What to do
The answer must be every line of the records below that contains the word "Transversal", copied out.

——————

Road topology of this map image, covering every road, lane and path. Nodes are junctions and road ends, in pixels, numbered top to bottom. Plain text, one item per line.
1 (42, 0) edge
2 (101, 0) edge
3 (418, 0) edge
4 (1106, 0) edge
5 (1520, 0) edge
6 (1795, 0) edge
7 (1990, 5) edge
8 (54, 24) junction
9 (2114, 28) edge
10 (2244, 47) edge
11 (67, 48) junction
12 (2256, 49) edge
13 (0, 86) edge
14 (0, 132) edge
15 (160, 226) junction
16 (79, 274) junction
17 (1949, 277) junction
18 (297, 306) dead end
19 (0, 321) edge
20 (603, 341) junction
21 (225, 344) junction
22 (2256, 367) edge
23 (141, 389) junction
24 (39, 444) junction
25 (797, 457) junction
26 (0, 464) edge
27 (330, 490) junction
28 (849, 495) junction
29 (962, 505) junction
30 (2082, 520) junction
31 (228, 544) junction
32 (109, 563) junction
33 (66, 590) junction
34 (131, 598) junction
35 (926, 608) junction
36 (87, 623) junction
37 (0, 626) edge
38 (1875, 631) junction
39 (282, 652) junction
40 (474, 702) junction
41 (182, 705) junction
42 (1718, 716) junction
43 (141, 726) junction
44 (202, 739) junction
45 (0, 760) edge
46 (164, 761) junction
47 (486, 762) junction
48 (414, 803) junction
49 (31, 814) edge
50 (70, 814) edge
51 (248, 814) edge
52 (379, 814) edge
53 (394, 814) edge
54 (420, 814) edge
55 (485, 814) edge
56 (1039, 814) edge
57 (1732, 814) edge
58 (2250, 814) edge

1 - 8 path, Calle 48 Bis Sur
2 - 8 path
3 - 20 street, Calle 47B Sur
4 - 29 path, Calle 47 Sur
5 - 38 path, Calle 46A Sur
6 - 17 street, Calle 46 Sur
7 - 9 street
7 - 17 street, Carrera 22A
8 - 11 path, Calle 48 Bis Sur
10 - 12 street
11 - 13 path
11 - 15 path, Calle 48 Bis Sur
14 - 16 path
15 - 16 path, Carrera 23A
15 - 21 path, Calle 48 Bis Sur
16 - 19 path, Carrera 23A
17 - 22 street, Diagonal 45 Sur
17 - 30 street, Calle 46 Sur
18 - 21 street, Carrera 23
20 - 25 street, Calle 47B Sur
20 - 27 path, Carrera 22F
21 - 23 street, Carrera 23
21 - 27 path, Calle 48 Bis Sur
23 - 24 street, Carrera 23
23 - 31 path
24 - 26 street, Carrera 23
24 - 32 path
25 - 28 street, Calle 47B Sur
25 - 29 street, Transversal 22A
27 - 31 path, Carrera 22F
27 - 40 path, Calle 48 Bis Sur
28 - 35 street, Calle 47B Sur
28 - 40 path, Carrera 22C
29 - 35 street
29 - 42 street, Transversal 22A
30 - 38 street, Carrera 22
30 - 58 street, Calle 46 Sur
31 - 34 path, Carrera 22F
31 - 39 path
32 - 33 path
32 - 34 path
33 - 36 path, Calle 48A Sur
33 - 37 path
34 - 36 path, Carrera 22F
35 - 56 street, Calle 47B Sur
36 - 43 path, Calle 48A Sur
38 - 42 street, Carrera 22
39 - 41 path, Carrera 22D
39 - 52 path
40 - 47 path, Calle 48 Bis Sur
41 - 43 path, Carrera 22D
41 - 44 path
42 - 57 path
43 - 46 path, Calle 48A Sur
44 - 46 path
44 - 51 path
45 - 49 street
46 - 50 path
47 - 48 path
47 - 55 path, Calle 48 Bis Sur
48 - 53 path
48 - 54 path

——————

Answer space
25 - 29 street, Transversal 22A
29 - 42 street, Transversal 22A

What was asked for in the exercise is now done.